We asked Act's Court if his party, and the coalition agreement, was a handbrake on the EV infrastructure scheme.
'Act is proud to have pulled the plug on Labour's 'climate change ATM',' Court says. 'We've insisted on robust cost-benefit analysis before any further taxpayer funds are committed. If something stacks up, great, but the default should not be subsidies.'
The Government is shifting management of the EV-charging infrastructure programme from EECA to National Infrastructure Funding and Financing, the successor organisation to Crown Infrastructure partners, which managed the rollout of ultra-fast broadband.
Court says the broadband programme is an example of disciplined public investment.
'A small amount of Crown capital helped crowd in massive private investment, delivered huge gains for New Zealanders, and is now being fully recycled for other infrastructure priorities. That's what a sound business case looks like and it's the kind of approach Act could support.'
Transport Minister Bishop says: 'Concessionary loans will bring forward private investment in public EV-charging infrastructure by lowering the cost of capital. They will also provide better value for money by maximising private sector investment while keeping the taxpayers' contribution to a minimum.'
Hitting the 10,000 charger target would require 'regular refinement of the co-investment model', officials said, including the 'limited use of grants or suspensory loans' to build chargers in remote or rural locations, and holiday hotspots. (Given the expanding range of new electric cars, it's fair to assume the target might be re-assessed.)
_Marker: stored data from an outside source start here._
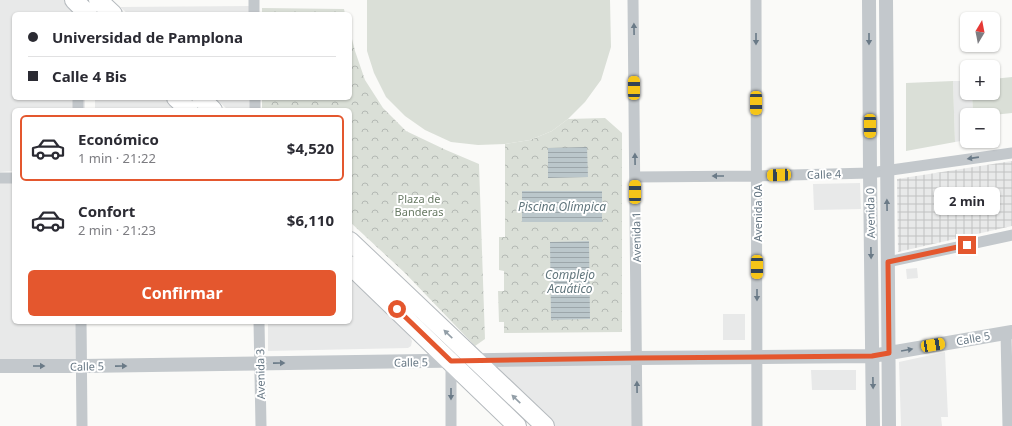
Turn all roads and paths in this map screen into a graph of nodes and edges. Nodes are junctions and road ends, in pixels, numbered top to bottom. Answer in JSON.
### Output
{"nodes":[{"id":1,"x":98,"y":0,"type":"edge"},
{"id":2,"x":254,"y":0,"type":"edge"},
{"id":3,"x":634,"y":0,"type":"edge"},
{"id":4,"x":756,"y":0,"type":"edge"},
{"id":5,"x":869,"y":0,"type":"edge"},
{"id":6,"x":886,"y":0,"type":"edge"},
{"id":7,"x":111,"y":12,"type":"edge"},
{"id":8,"x":254,"y":12,"type":"edge"},
{"id":9,"x":178,"y":100,"type":"edge"},
{"id":10,"x":203,"y":100,"type":"edge"},
{"id":11,"x":186,"y":108,"type":"edge"},
{"id":12,"x":211,"y":108,"type":"edge"},
{"id":13,"x":1012,"y":153,"type":"edge"},
{"id":14,"x":887,"y":170,"type":"junction"},
{"id":15,"x":870,"y":173,"type":"junction"},
{"id":16,"x":757,"y":176,"type":"junction"},
{"id":17,"x":635,"y":177,"type":"junction"},
{"id":18,"x":0,"y":178,"type":"edge"},
{"id":19,"x":12,"y":178,"type":"edge"},
{"id":20,"x":1012,"y":235,"type":"edge"},
{"id":21,"x":352,"y":242,"type":"edge"},
{"id":22,"x":888,"y":262,"type":"junction"},
{"id":23,"x":352,"y":267,"type":"edge"},
{"id":24,"x":81,"y":324,"type":"edge"},
{"id":25,"x":258,"y":324,"type":"edge"},
{"id":26,"x":1009,"y":332,"type":"edge"},
{"id":27,"x":889,"y":353,"type":"junction"},
{"id":28,"x":872,"y":356,"type":"junction"},
{"id":29,"x":757,"y":357,"type":"junction"},
{"id":30,"x":637,"y":358,"type":"junction"},
{"id":31,"x":451,"y":361,"type":"junction"},
{"id":32,"x":476,"y":361,"type":"junction"},
{"id":33,"x":259,"y":363,"type":"junction"},
{"id":34,"x":0,"y":366,"type":"edge"},
{"id":35,"x":82,"y":366,"type":"junction"},
{"id":36,"x":82,"y":426,"type":"edge"},
{"id":37,"x":261,"y":426,"type":"edge"},
{"id":38,"x":451,"y":426,"type":"edge"},
{"id":39,"x":517,"y":426,"type":"edge"},
{"id":40,"x":545,"y":426,"type":"edge"},
{"id":41,"x":638,"y":426,"type":"edge"},
{"id":42,"x":757,"y":426,"type":"edge"},
{"id":43,"x":874,"y":426,"type":"edge"},
{"id":44,"x":889,"y":426,"type":"edge"},
{"id":45,"x":1008,"y":426,"type":"edge"}],
"edges":[{"from":1,"to":7,"type":"main road"},
{"from":2,"to":8,"type":"street"},
{"from":17,"to":3,"type":"street","name":"Avenida 1","one_way":true},
{"from":4,"to":16,"type":"street","name":"Avenida 0A","one_way":true},
{"from":5,"to":15,"type":"street","name":"Avenida 0","one_way":true},
{"from":6,"to":14,"type":"street","name":"Avenida 0"},
{"from":9,"to":11,"type":"main road"},
{"from":10,"to":12,"type":"main road"},
{"from":13,"to":14,"type":"street","name":"Calle 4","one_way":true},
{"from":14,"to":15,"type":"street","name":"Calle 4"},
{"from":22,"to":14,"type":"street","name":"Avenida 0","one_way":true},
{"from":15,"to":16,"type":"street","name":"Calle 4"},
{"from":15,"to":28,"type":"street","name":"Avenida 0","one_way":true},
{"from":16,"to":17,"type":"street","name":"Calle 4","one_way":true},
{"from":16,"to":29,"type":"street","name":"Avenida 0A","one_way":true},
{"from":17,"to":30,"type":"street","name":"Avenida 1"},
{"from":18,"to":19,"type":"street"},
{"from":20,"to":22,"type":"street"},
{"from":32,"to":21,"type":"main road","one_way":true},
{"from":22,"to":27,"type":"street","name":"Avenida 0"},
{"from":23,"to":31,"type":"main road"},
{"from":24,"to":35,"type":"street"},
{"from":25,"to":33,"type":"street","name":"Avenida 3"},
{"from":27,"to":26,"type":"street","name":"Calle 5","one_way":true},
{"from":26,"to":45,"type":"street"},
{"from":27,"to":28,"type":"street","name":"Calle 5"},
{"from":27,"to":44,"type":"street","name":"Avenida 0"},
{"from":28,"to":29,"type":"street","name":"Calle 5"},
{"from":28,"to":43,"type":"street","name":"Avenida 0","one_way":true},
{"from":29,"to":30,"type":"street","name":"Calle 5"},
{"from":29,"to":42,"type":"street","name":"Avenida 0A"},
{"from":30,"to":32,"type":"street","name":"Calle 5"},
{"from":41,"to":30,"type":"street","name":"Avenida 1","one_way":true},
{"from":31,"to":32,"type":"street","name":"Calle 5"},
{"from":33,"to":31,"type":"street","name":"Calle 5","one_way":true},
{"from":31,"to":38,"type":"street","one_way":true},
{"from":31,"to":39,"type":"main road"},
{"from":40,"to":32,"type":"main road","one_way":true},
{"from":35,"to":33,"type":"street","name":"Calle 5","one_way":true},
{"from":33,"to":37,"type":"street","name":"Avenida 3"},
{"from":34,"to":35,"type":"street","name":"Calle 5","one_way":true},
{"from":35,"to":36,"type":"street"}]}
A hypercharger for electric cars – New Zealand's fastest – south of Auckland in the Bombay Hills. Photo: ChargeNet
Luxon's lament in that Christchurch car park in 2023 was that New Zealand languished at the bottom of the OECD table, with one public charger for every 95 EVs. That was based on the International Energy Agency's Global EV Outlook 2023.
There's good news and bad from the 2025 edition. It says New Zealand's ratio has improved to 82 EVs per charger – but we've maintained our bottom rank. (Australia is second on 76, while third-placed Mexico's ratio is 41.)
Fundamentally, though, will the 'rapid rollout' of EV charging stations make any difference to EV sales?
According to April's Cabinet paper, access to public EV charging is a 'key factor' in enabling faster uptake and while more chargers will give 'greater confidence', any surge in EV sales is 'difficult to quantify'.
In 2024, EVs were 6.7 percent of new light vehicle registrations, and 2.6 percent of the total light vehicles. 'Ministry of Transport modelling suggests that by 2030 the share of light EVs could be expected to be around 7.2-11.2 percent of the fleet.'
What about Luxon's comment, two years ago, that the way to reduce the country's emissions was to 'accelerate the transition to EVs'?
Climate assessments state the EV charger policy doesn't meet the 'threshold for significance', and is expected to deliver only 0.21 million tonnes of emissions reductions between 2026 and 2035.
In 2023, New Zealand's gross emissions were 76.4 million tonnes of carbon dioxide-equivalent gases.
Without a drastic reduction in emissions, the country will likely have to buy billions of dollars' worth of overseas carbon credits to meet our Paris Agreement targets.
New Zealand's rating on Climate Action Tracker is 'highly insufficient', and the Government's approach is being challenged in a world-first legal challenge.